[What is being asked]
Starting at the line with "Build a routing graph from the map in", set down each line of the entries below through the last one, exactly as it stands.
+--
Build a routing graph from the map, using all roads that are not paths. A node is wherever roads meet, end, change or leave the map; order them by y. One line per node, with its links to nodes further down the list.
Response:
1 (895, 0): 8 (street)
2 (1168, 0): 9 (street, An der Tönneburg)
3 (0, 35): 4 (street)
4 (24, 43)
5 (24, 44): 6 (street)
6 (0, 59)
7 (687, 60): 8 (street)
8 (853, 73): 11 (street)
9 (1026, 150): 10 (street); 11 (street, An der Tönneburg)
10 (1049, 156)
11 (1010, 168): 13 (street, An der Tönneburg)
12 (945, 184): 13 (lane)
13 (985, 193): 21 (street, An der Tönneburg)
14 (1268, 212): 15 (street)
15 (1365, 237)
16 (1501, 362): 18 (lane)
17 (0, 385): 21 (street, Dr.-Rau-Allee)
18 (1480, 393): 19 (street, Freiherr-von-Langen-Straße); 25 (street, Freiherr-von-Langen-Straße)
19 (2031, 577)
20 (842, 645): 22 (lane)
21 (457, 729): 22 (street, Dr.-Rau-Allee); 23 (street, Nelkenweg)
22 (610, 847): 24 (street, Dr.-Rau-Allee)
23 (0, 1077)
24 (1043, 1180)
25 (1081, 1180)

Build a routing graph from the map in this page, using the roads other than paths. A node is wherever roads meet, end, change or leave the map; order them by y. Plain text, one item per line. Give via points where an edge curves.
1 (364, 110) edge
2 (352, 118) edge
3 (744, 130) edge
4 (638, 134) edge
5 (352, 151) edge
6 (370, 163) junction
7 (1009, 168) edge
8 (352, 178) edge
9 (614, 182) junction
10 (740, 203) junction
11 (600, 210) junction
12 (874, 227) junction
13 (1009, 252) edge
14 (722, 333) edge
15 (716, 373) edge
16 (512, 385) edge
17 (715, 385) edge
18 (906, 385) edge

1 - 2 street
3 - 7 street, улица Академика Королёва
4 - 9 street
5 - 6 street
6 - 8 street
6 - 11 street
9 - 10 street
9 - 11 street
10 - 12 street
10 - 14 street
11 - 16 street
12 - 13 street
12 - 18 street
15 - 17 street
+--
[Result of this task]
Build a routing graph from the map in this page, using the roads other than paths. A node is wherever roads meet, end, change or leave the map; order them by y. Plain text, one item per line. Give via points where an edge curves.
1 (364, 110) edge
2 (352, 118) edge
3 (744, 130) edge
4 (638, 134) edge
5 (352, 151) edge
6 (370, 163) junction
7 (1009, 168) edge
8 (352, 178) edge
9 (614, 182) junction
10 (740, 203) junction
11 (600, 210) junction
12 (874, 227) junction
13 (1009, 252) edge
14 (722, 333) edge
15 (716, 373) edge
16 (512, 385) edge
17 (715, 385) edge
18 (906, 385) edge

1 - 2 street
3 - 7 street, улица Академика Королёва
4 - 9 street
5 - 6 street
6 - 8 street
6 - 11 street
9 - 10 street
9 - 11 street
10 - 12 street
10 - 14 street
11 - 16 street
12 - 13 street
12 - 18 street
15 - 17 street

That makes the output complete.